What the task requires: Lines in the entries below where the word "تلاش" shows up should each be copied.

Supplied material:
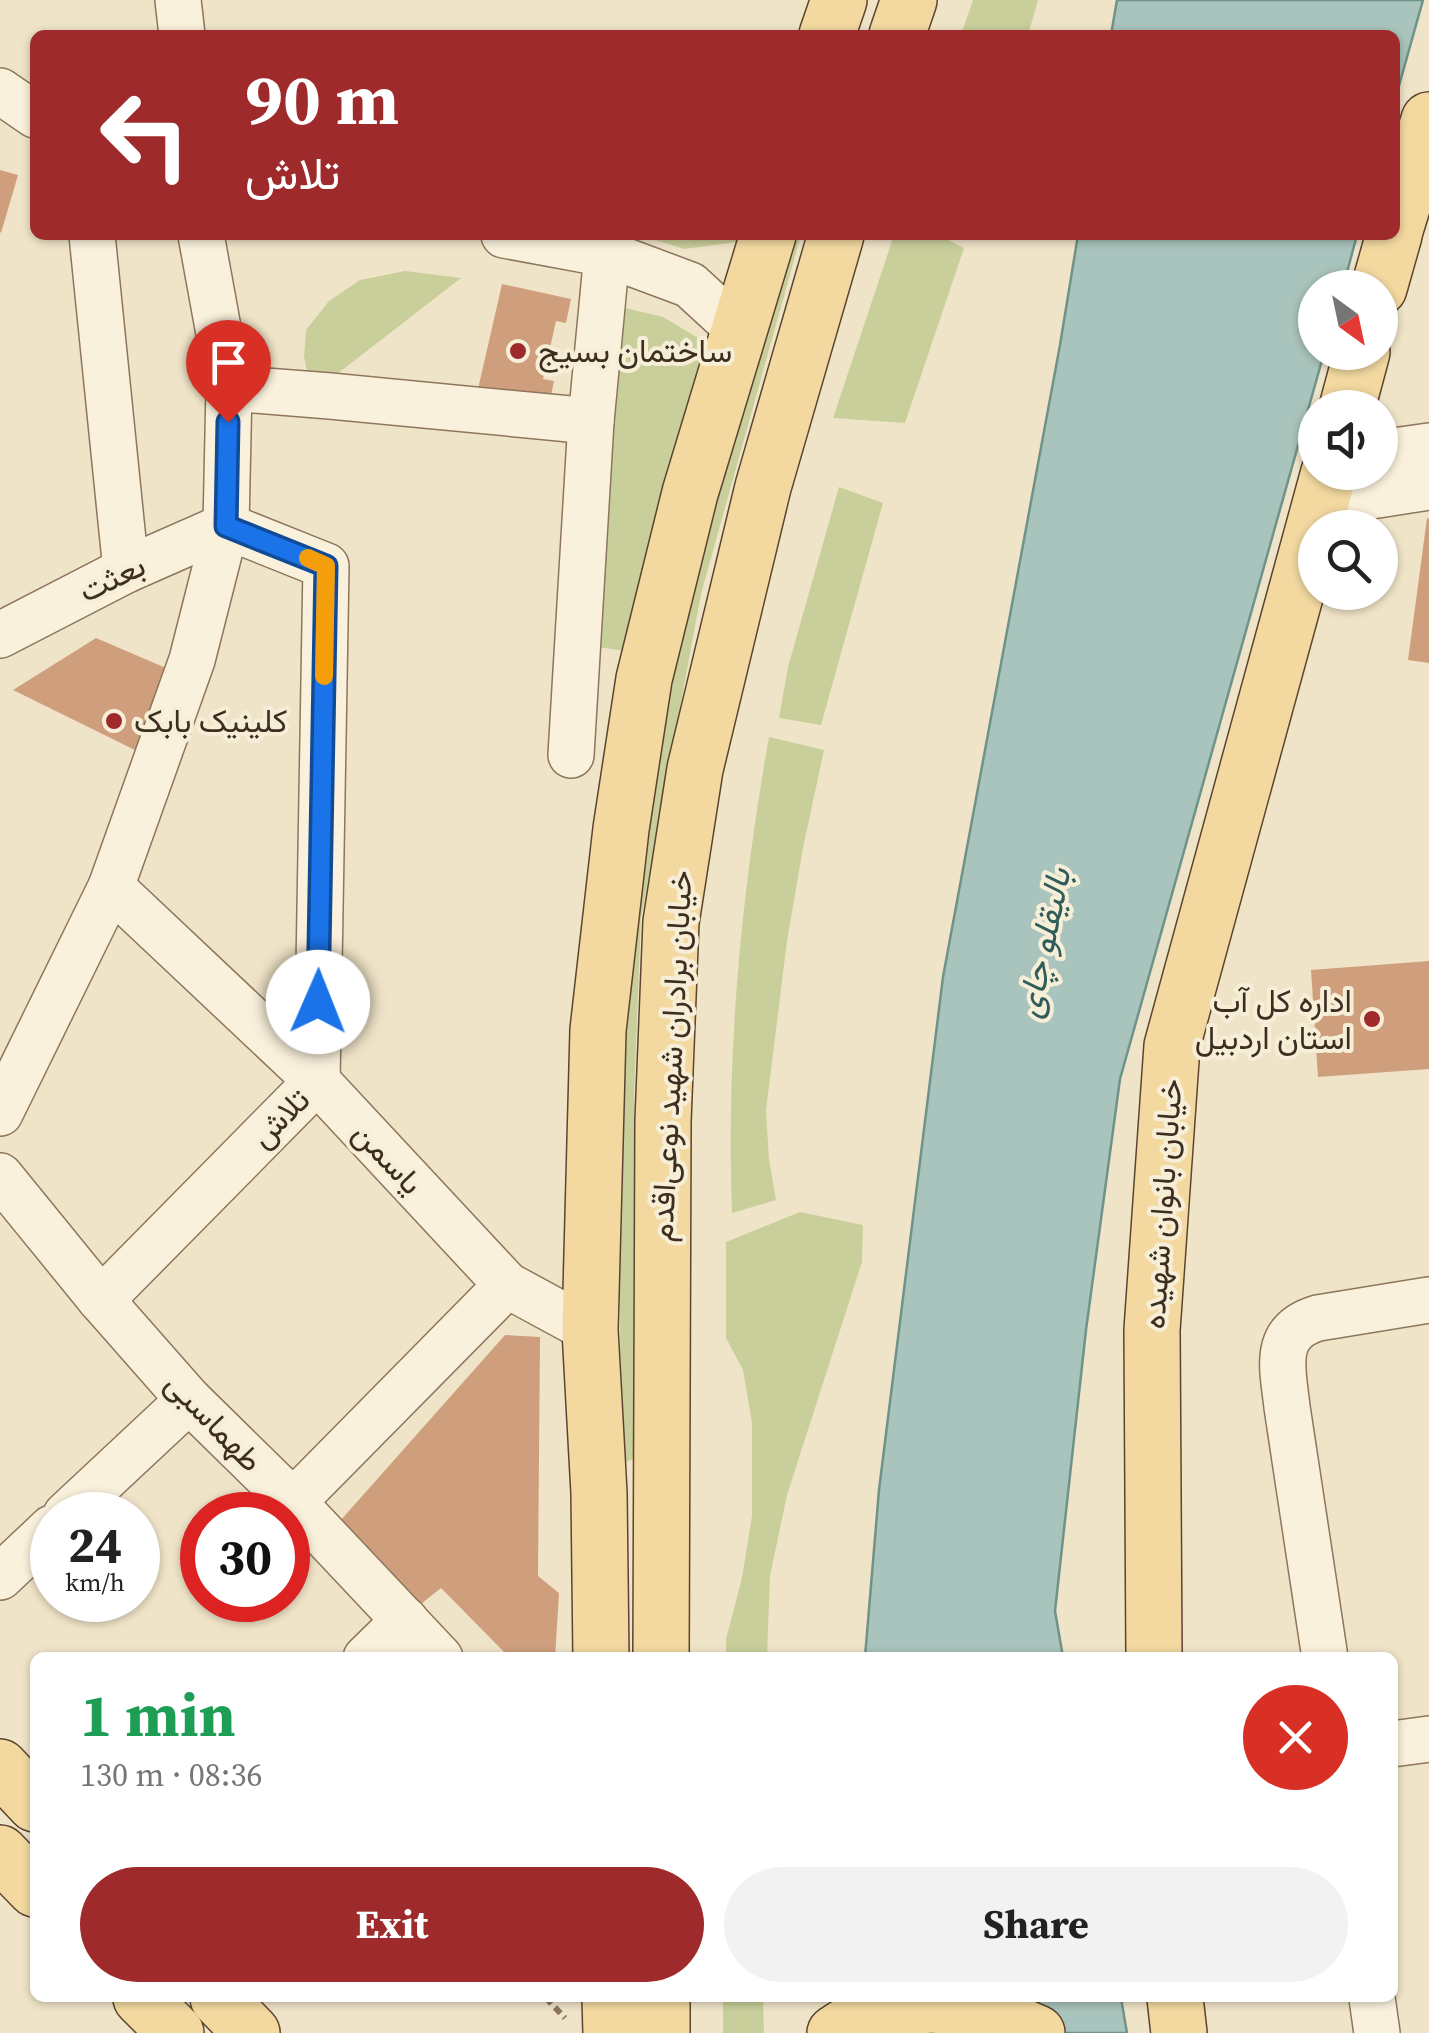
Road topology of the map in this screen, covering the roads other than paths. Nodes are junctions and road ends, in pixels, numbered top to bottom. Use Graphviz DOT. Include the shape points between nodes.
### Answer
graph roads {
  1 [pos="178,0"];
  2 [pos="840,0"];
  3 [pos="909,0"];
  4 [pos="181,30"];
  5 [pos="830,30"];
  6 [pos="900,30"];
  7 [pos="0,76"];
  8 [pos="30,78"];
  9 [pos="0,91"];
  10 [pos="30,112"];
  11 [pos="1429,120"];
  12 [pos="1400,213"];
  13 [pos="93,240"];
  14 [pos="202,240"];
  15 [pos="531,240"];
  16 [pos="767,240"];
  17 [pos="835,240"];
  18 [pos="1392,240"];
  19 [pos="607,254"];
  20 [pos="1384,270"];
  21 [pos="740,331"];
  22 [pos="229,388"];
  23 [pos="590,421"];
  24 [pos="1429,446"];
  25 [pos="1398,450"];
  26 [pos="1398,487"];
  27 [pos="1429,487"];
  28 [pos="1324,490"];
  29 [pos="226,526"];
  30 [pos="126,570"];
  31 [pos="0,634"];
  32 [pos="571,756"];
  33 [pos="111,887"];
  34 [pos="316,1081"];
  35 [pos="0,1113"];
  36 [pos="0,1176"];
  37 [pos="508,1285"];
  38 [pos="101,1300"];
  39 [pos="1429,1300"];
  40 [pos="590,1330"];
  41 [pos="189,1400"];
  42 [pos="661,1490"];
  43 [pos="91,1492"];
  44 [pos="283,1492"];
  45 [pos="303,1492"];
  46 [pos="598,1493"];
  47 [pos="310,1520"];
  48 [pos="30,1549"];
  49 [pos="0,1577"];
  50 [pos="405,1620"];
  51 [pos="372,1652"];
  52 [pos="434,1652"];
  53 [pos="602,1652"];
  54 [pos="661,1652"];
  55 [pos="1154,1652"];
  56 [pos="1324,1652"];
  57 [pos="1429,1739"];
  58 [pos="1398,1743"];
  59 [pos="0,1767"];
  60 [pos="30,1799"];
  61 [pos="0,1853"];
  62 [pos="30,1884"];
  63 [pos="145,2002"];
  64 [pos="222,2002"];
  65 [pos="610,2002"];
  66 [pos="662,2002"];
  67 [pos="1175,2002"];
  68 [pos="1373,2002"];
  69 [pos="176,2033"];
  70 [pos="252,2033"];
  71 [pos="611,2033"];
  72 [pos="662,2033"];
  73 [pos="834,2033"];
  74 [pos="1037,2033"];
  75 [pos="1179,2033"];
  76 [pos="1377,2033"];
  1 -- 4 [label="street"];
  2 -- 5 [label="main road"];
  3 -- 6 [label="main road"];
  7 -- 8 [label="street"];
  9 -- 10 [label="street"];
  11 -- 12 [label="main road"];
  13 -- 30 [label="street"];
  14 -- 22 [label="street"];
  15 -- 19 [label="street"];
  16 -- 21 [label="main road, خیابان برادران شهید نوعی‌اقدم"];
  17 -- 42 [label="main road, خیابان برادران شهید نوعی‌اقدم" via="763,487 708,713 671,922 662,1122"];
  18 -- 20 [label="main road"];
  19 -- 21 [label="street" via="690,285"];
  19 -- 23 [label="street"];
  21 -- 40 [label="main road, خیابان برادران شهید نوعی‌اقدم" via="690,492 644,679 624,810 598,1030"];
  22 -- 23 [label="street"];
  22 -- 29 [label="street"];
  23 -- 32 [label="street"];
  24 -- 25 [label="street"];
  26 -- 27 [label="street"];
  28 -- 55 [label="main road, خیابان بانوان شهیده" via="1172,1046 1152,1330"];
  29 -- 30 [label="street, بعثت"];
  29 -- 33 [label="street" via="192,660"];
  29 -- 34 [label="street, تلاش" via="326,566"];
  30 -- 31 [label="street, بعثت"];
  33 -- 34 [label="street, یاسمن"];
  33 -- 35 [label="street"];
  34 -- 37 [label="street, یاسمن"];
  34 -- 38 [label="street, تلاش"];
  36 -- 38 [label="street, طهماسبی"];
  37 -- 40 [label="street, یاسمن"];
  37 -- 45 [label="street"];
  38 -- 41 [label="street, طهماسبی"];
  39 -- 56 [label="street" via="1302,1322 1283,1348"];
  40 -- 46 [label="main road, خیابان برادران شهید نوعی‌اقدم"];
  41 -- 43 [label="street"];
  41 -- 44 [label="street, طهماسبی"];
  42 -- 46 [label="main road"];
  42 -- 54 [label="main road, خیابان برادران شهید نوعی‌اقدم"];
  46 -- 53 [label="main road, خیابان برادران شهید نوعی‌اقدم"];
  47 -- 50 [label="street, طهماسبی"];
  48 -- 49 [label="street"];
  50 -- 51 [label="street"];
  50 -- 52 [label="street, طهماسبی"];
  57 -- 58 [label="street"];
  59 -- 60 [label="main road"];
  61 -- 62 [label="main road"];
  63 -- 69 [label="main road"];
  64 -- 70 [label="main road"];
  65 -- 71 [label="main road"];
  66 -- 72 [label="main road"];
  67 -- 75 [label="main road"];
  68 -- 76 [label="street"];
  73 -- 74 [label="main road" via="854,2020 929,2005 979,2008"];
}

The answer:
  29 -- 34 [label="street, تلاش" via="326,566"];
  34 -- 38 [label="street, تلاش"];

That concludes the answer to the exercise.